Sala de Payogasta, Valles Calchaquíes

Sala de Payogasta (13)Tenía un pasaje premio para irme a Salta los primeros días de enero por 6 días.
Pensé en llegar –por fin- hasta Tolar Grande, en el corazón de la Puna salteña, pero eran pocos días. Llegar a Tolar no es chiste. El cuerpo necesita de aclimatación lenta y adecuada, y la expedición en sí de una logística que no había ni tiempo ni consenso para armar.
Queda esa etapa pendiente.

Entonces, instigada por los posteos de Mario Aiscurri desde su blog El Recopilador de Sabores Entrañables, me dieron unas ganas certeras de conocer su rincón mimado del norte:  la Sala de Payogasta.
De llegar y de quedarme ahí.
Y allá partí en buena compañía de mi amigo Vendelio.Sala de Payogasta (9)Pasamos el primer día en Salta, cosa de reconocer lugares comunes que adoramos, saludar gente querida y clavarnos un trío de tamal-humita-empanada de bienvenida.
A la noche, y en medio de una lluvia tupida, dio para llegar a la Av. Hipólito Irigoyen y entrarle a una parrillada en uno de esos bodegones de mala fama, alineados en la misma vereda, a pocas cuadras de la Terminal.

A las 7:00 am del día 2, partió el bus de línea a nuestro destino.
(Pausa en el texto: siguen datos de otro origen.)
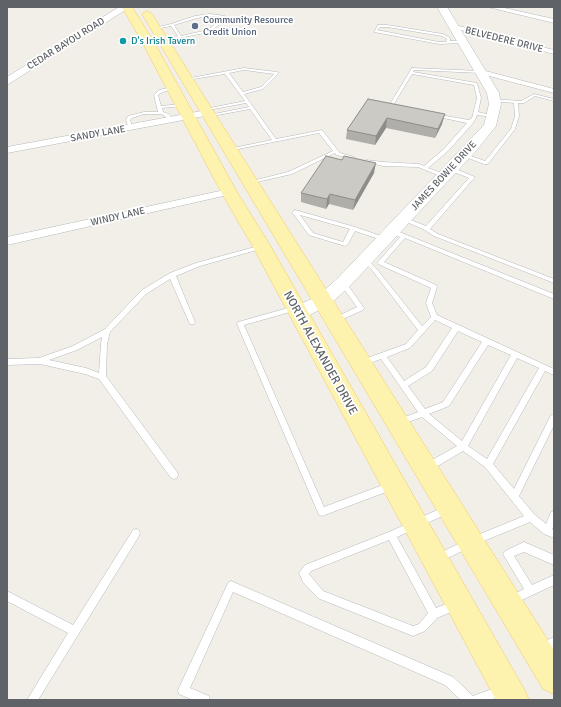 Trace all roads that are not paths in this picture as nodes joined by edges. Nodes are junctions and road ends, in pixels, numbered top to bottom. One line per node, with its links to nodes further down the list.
1 (126, 7): 7 (main road, NORTH ALEXANDER DRIVE); 14 (street, CEDAR BAYOU ROAD)
2 (143, 7): 7 (main road, NORTH ALEXANDER DRIVE)
3 (442, 7): 6 (street, JAMES BOWIE DRIVE)
4 (491, 7): 5 (street)
5 (554, 21)
6 (455, 27): 9 (street, JAMES BOWIE DRIVE); 10 (street, BELVEDERE DRIVE)
7 (164, 34): 7 (lane); 15 (main road, NORTH ALEXANDER DRIVE)
8 (448, 42): 8 (lane); 9 (lane)
9 (463, 42): 11 (street, JAMES BOWIE DRIVE)
10 (554, 52)
11 (481, 71): 13 (lane); 16 (street); 18 (street, JAMES BOWIE DRIVE)
12 (226, 72): 15 (lane); 17 (lane); 17 (lane)
13 (411, 74): 25 (lane); 29 (lane)
14 (7, 82)
15 (180, 83): 23 (lane); 28 (main road, NORTH ALEXANDER DRIVE)
16 (554, 91)
17 (241, 94): 20 (lane)
18 (494, 100): 21 (lane); 31 (street, JAMES BOWIE DRIVE)
19 (554, 100): 21 (lane)
20 (247, 102): 22 (lane); 24 (lane)
21 (516, 102): 40 (lane)
22 (228, 106): 26 (lane); 28 (lane)
23 (160, 107): 27 (lane); 28 (lane)
24 (251, 108): 26 (lane); 35 (lane)
25 (403, 108)
26 (232, 112): 28 (lane)
27 (161, 113): 32 (lane); 34 (lane)
28 (198, 113): 32 (street, SANDY LANE); 37 (main road, NORTH ALEXANDER DRIVE); 39 (main road, NORTH ALEXANDER DRIVE)
29 (476, 113): 31 (lane); 33 (lane)
30 (433, 114): 33 (lane)
31 (493, 116): 40 (street, JAMES BOWIE DRIVE)
32 (170, 120): 34 (street, SANDY LANE)
33 (471, 122): 43 (lane)
34 (131, 128): 36 (street, SANDY LANE)
35 (275, 141): 37 (lane); 38 (lane)
36 (7, 150)
37 (230, 150): 39 (main road); 45 (main road, NORTH ALEXANDER DRIVE)
38 (336, 151): 41 (lane); 45 (lane)
39 (209, 155): 46 (main road, NORTH ALEXANDER DRIVE)
40 (465, 155): 44 (street, JAMES BOWIE DRIVE)
41 (357, 159)
42 (363, 160): 43 (lane)
43 (425, 168): 44 (lane)
44 (448, 173): 47 (street, JAMES BOWIE DRIVE); 49 (lane)
45 (250, 183): 59 (main road, NORTH ALEXANDER DRIVE)
46 (229, 192): 51 (street, WINDY LANE); 52 (main road, NORTH ALEXANDER DRIVE)
47 (404, 219): 49 (lane); 50 (street, JAMES BOWIE DRIVE)
48 (353, 228): 48 (lane); 50 (lane)
49 (427, 229): 56 (lane)
50 (394, 236): 53 (lane); 54 (street, JAMES BOWIE DRIVE); 58 (lane)
51 (7, 241)
52 (262, 247): 55 (lane); 60 (main road, NORTH ALEXANDER DRIVE)
53 (380, 263): 54 (lane); 61 (lane)
54 (370, 264): 57 (street, JAMES BOWIE DRIVE); 65 (lane)
55 (172, 275): 63 (lane); 66 (lane)
56 (554, 281)
57 (342, 283): 59 (street, JAMES BOWIE DRIVE); 62 (lane)
58 (554, 297)
59 (324, 300): 60 (street, JAMES BOWIE DRIVE); 62 (main road, NORTH ALEXANDER DRIVE)
60 (297, 311): 84 (main road, NORTH ALEXANDER DRIVE); 84 (lane)
61 (434, 317): 64 (lane); 65 (lane)
62 (336, 320): 72 (main road, NORTH ALEXANDER DRIVE)
63 (192, 322)
64 (456, 328): 67 (lane); 76 (lane)
65 (422, 330): 69 (lane)
66 (107, 331): 70 (lane); 75 (lane)
67 (486, 342): 68 (lane); 77 (lane)
68 (515, 355): 73 (lane); 80 (lane)
69 (382, 356): 72 (lane); 76 (lane)
70 (38, 361): 71 (lane); 75 (lane)
71 (7, 362)
72 (362, 363): 79 (main road, NORTH ALEXANDER DRIVE)
73 (543, 367): 74 (lane); 81 (lane)
74 (554, 372)
75 (102, 377): 83 (lane)
76 (403, 385): 77 (lane)
77 (423, 413): 79 (lane); 80 (lane)
78 (554, 417): 85 (lane)
79 (398, 422): 82 (main road, NORTH ALEXANDER DRIVE)
80 (463, 447): 81 (lane); 82 (lane)
81 (488, 464): 85 (lane)
82 (426, 469): 86 (main road, NORTH ALEXANDER DRIVE)
83 (174, 475)
84 (393, 485): 89 (main road, NORTH ALEXANDER DRIVE)
85 (514, 497): 88 (lane)
86 (450, 508): 89 (lane); 93 (main road, NORTH ALEXANDER DRIVE)
87 (554, 515): 91 (lane)
88 (531, 517): 91 (lane); 93 (lane)
89 (415, 524): 92 (lane); 94 (main road, NORTH ALEXANDER DRIVE)
90 (136, 533): 102 (lane)
91 (550, 533)
92 (390, 535): 101 (lane); 101 (lane)
93 (471, 542): 94 (lane); 99 (main road, NORTH ALEXANDER DRIVE)
94 (435, 560): 100 (main road, NORTH ALEXANDER DRIVE)
95 (554, 560): 97 (lane)
96 (554, 580): 97 (lane)
97 (530, 591): 99 (lane)
98 (7, 596): 102 (lane)
99 (507, 602): 103 (main road, NORTH ALEXANDER DRIVE)
100 (460, 604): 101 (lane); 105 (main road, NORTH ALEXANDER DRIVE)
101 (434, 614)
102 (75, 631): 106 (lane)
103 (545, 646): 104 (main road, NORTH ALEXANDER DRIVE)
104 (554, 678)
105 (510, 694): 109 (lane)
106 (32, 700)
107 (204, 700): 108 (lane)
108 (469, 700)
109 (476, 700)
Un micro viejo, incómodo y que fue parando y cargando gente hasta en los pasillos bajo el machaque de la cumbia, con un chofer buenhumorado capaz de remontar las curvas vertiginosas y estrechas de la Quebrada de Escoipe y la Cuesta del Molino con los ojos cerrados, y es que realmente casi a ciegas que se hace, porque generalmente en Piedra del Molino, a más de 3300 msnm, el camino supera el nivel de las nubes y la visibilidad es “0”.
3448321227_2bbcf86cd7_bFoto: https://www.flickr.com/photos/ljndr/3448321227

A las 4 horas y tras atravesar el escenario descomunal de la Recta de Tin Tin en Parque Nacional Los Cardones, el chofer nos depositó sanos y salvos en la entrada misma de la Sala, en el km 4509 de la Ruta 40, a 2400 msnm.

Creo que bastan las imágenes para entender que fue llegar y encantarnos ante la delicia de ese patio florido rodeado de galerías antiguas, de paredes de adobe y coronado por las nieves eternas del Nevado de Cachi.

Por el Patio de esa Sala, además del querido Mario, han pasado Fernando Trocca, Dolly Irigoyen, Donato de Santis, entre otros cocineros que se dieron cita allí para cocinar.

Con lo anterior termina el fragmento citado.